Written by Matt Jalink, Community Health & Epidemiology student at Dalhousie University
23 October 2016
Mosquitos are annoying, plentiful, and at times, dangerous. Whether you’re on a camping trip in a Canadian national park or walking to school in Dar es Salaam Tanzania, mosquitos are an irritating and potentially fatal part of our lives. Malaria, Zika, Dengue Fever, and West Nile are a few examples of mosquito-vector pathogens responsible for high rates of morbidity and mortality. Due to our changing climate, mosquitos are now expanding to new areas and thus new control and prevention efforts are needed. Current mosquito repellent and control measures are either toxic depending on the DEET concentration, ineffective with short duration of protection, or time-consuming and cumbersome to apply.
Luckily, Kite offers two novel mosquito repellant options. They currently have 1 product on store shelves and another in the later stages of development and testing. Kite Shield Repellent is a patent pending, DEET-free aerosol that is made from botanical active ingredients. The repellent provides approximately four hours of protection from the pesky insects. Expected to be released next year, the Kite Patch is developed as a lightweight, wearable sticker that has been shown to provide 48 hours of protection under lab conditions.
Each year the Global Health Office at Dalhousie selects a theme to connect our discussions and events; this year we have chosen the Sustainable Development Goals established by the UN. This innovative product line highlights two of the UN Sustainable Development Goals: #4 Global Health and Wellbeing and #9 Industry, Innovation, Infrastructure. Kite’s goal of decreasing mosquito-born pathogens through essential medical product innovation is a creative next step towards reaching our UN sanctioned goals.

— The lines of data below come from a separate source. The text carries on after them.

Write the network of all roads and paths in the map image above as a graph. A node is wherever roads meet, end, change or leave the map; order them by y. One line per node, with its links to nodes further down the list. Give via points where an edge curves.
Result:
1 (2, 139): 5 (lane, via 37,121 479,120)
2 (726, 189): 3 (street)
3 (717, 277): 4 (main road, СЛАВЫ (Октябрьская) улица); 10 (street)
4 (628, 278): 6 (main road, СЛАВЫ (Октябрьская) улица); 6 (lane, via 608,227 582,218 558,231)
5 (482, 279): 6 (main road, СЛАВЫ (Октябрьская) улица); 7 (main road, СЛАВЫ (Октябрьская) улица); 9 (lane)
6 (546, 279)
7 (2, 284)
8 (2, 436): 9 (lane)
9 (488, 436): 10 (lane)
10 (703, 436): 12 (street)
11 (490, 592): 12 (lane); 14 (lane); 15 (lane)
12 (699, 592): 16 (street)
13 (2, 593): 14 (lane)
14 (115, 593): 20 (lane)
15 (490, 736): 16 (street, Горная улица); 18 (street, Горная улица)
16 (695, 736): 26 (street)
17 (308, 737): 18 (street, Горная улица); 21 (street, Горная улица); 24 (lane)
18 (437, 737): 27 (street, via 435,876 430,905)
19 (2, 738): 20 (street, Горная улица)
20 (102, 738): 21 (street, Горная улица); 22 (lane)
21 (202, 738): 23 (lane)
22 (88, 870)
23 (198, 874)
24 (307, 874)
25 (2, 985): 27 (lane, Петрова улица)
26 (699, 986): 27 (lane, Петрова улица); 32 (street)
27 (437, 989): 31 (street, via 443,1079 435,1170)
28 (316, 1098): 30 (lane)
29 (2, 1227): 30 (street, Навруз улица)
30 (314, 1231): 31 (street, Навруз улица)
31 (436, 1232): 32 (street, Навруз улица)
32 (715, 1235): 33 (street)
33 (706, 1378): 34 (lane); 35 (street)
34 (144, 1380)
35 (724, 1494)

Both products work by targeting the insects’ sense of smell. The powerful, non-toxic, easily applicable mosquito repellent patch targets the insect’s CO2 receptors, inhibiting their ability to locate their human target . Mosquitos can locate a person via exhaled CO2 from up to 100 yards away. The repellent products were developed at the University of California Riverside and financed through an individual donor financing campaign. To date, they have received six figures worth of funding from more than 10’000 backers that include the Bill and Malinda Gates Foundation and the American National Institute of Health.
To test the Kite Patch’s effectiveness in the field, a large scale, 6-month pilot trial is currently underway in Uganda. Uganda is an East-African nation endemic to many mosquito-born pathogens including Malaria where in some areas, greater than 60% of children are infected. Kite is working with in-country organization Pilgrim Africa, who is helping distribute the repellent patches, implement the campaign infrastructure, and collect feedback on the technology.
Kite is an exciting, creative new method of preventing mosquito born illnesses aimed at tackling the Global Health and Wellbeing and Industry, Innovation and Infrastructure objectives of the Sustainable Development Goals . With 2 million deaths per year from Malaria alone, new technology and control methods like Kite are needed to help prevent and control mosquito transmitted diseases.